> Work instruction
The answer is a number and only a number: how many lines of the data include the string "Qingfu"?

= = = = = = =

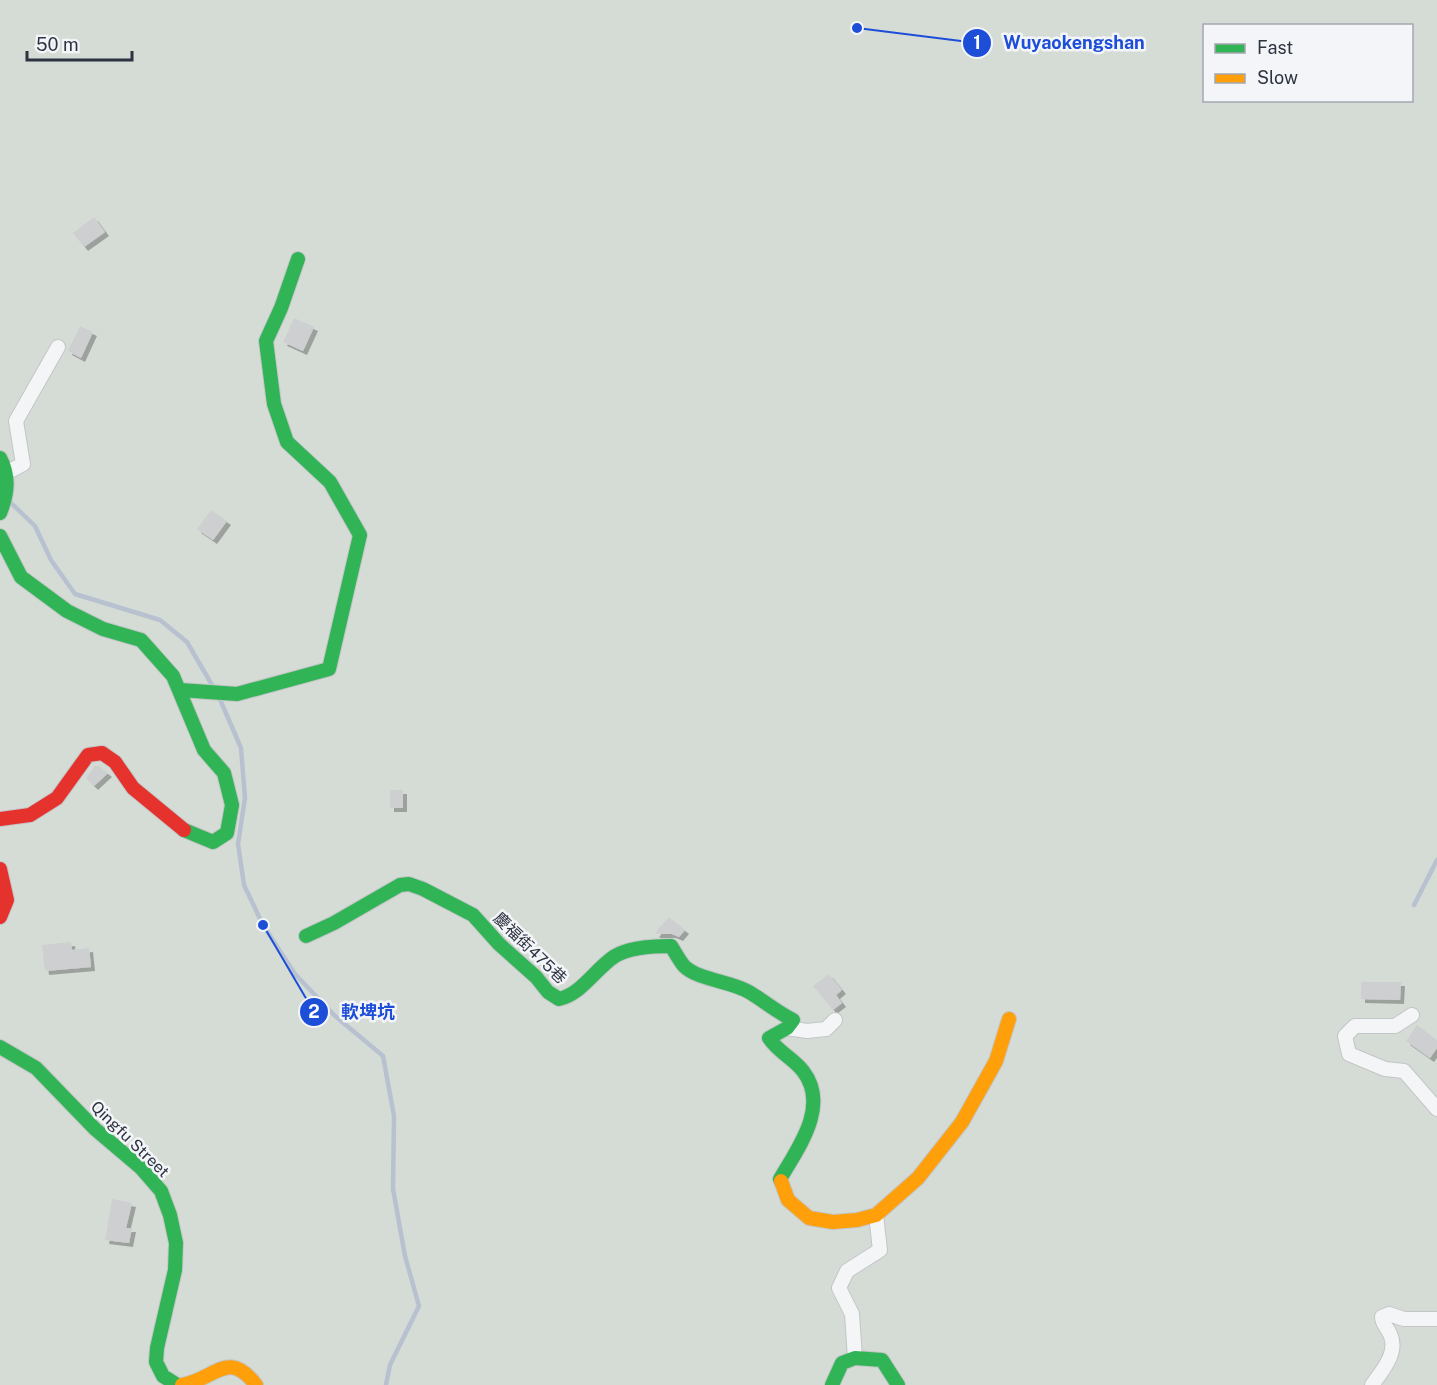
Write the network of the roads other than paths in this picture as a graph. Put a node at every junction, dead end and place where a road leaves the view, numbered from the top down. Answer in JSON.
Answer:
{"nodes":[{"id":1,"x":298,"y":259,"type":"dead end"},
{"id":2,"x":58,"y":347,"type":"dead end"},
{"id":3,"x":4,"y":466,"type":"edge"},
{"id":4,"x":0,"y":513,"type":"edge"},
{"id":5,"x":0,"y":536,"type":"edge"},
{"id":6,"x":180,"y":690,"type":"junction"},
{"id":7,"x":0,"y":819,"type":"edge"},
{"id":8,"x":0,"y":869,"type":"edge"},
{"id":9,"x":0,"y":917,"type":"edge"},
{"id":10,"x":306,"y":936,"type":"dead end"},
{"id":11,"x":1412,"y":1015,"type":"dead end"},
{"id":12,"x":1009,"y":1019,"type":"dead end"},
{"id":13,"x":835,"y":1020,"type":"dead end"},
{"id":14,"x":787,"y":1028,"type":"junction"},
{"id":15,"x":0,"y":1047,"type":"edge"},
{"id":16,"x":1437,"y":1109,"type":"edge"},
{"id":17,"x":876,"y":1215,"type":"junction"},
{"id":18,"x":1437,"y":1319,"type":"edge"},
{"id":19,"x":855,"y":1358,"type":"junction"},
{"id":20,"x":179,"y":1385,"type":"edge"},
{"id":21,"x":256,"y":1385,"type":"edge"},
{"id":22,"x":832,"y":1385,"type":"edge"},
{"id":23,"x":898,"y":1385,"type":"edge"},
{"id":24,"x":1372,"y":1385,"type":"edge"}],
"edges":[{"from":1,"to":6,"type":"street"},
{"from":2,"to":3,"type":"street"},
{"from":3,"to":4,"type":"street"},
{"from":5,"to":6,"type":"street"},
{"from":6,"to":7,"type":"street"},
{"from":8,"to":9,"type":"street"},
{"from":10,"to":14,"type":"street","name":"慶福街475巷"},
{"from":11,"to":16,"type":"street"},
{"from":12,"to":17,"type":"street"},
{"from":13,"to":14,"type":"street"},
{"from":14,"to":17,"type":"street"},
{"from":15,"to":20,"type":"street","name":"Qingfu Street"},
{"from":17,"to":19,"type":"street"},
{"from":18,"to":24,"type":"street"},
{"from":19,"to":22,"type":"street"},
{"from":19,"to":23,"type":"street"},
{"from":20,"to":21,"type":"street","name":"Qingfu Street"}]}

= = = = = = =

> Response for this exercise
2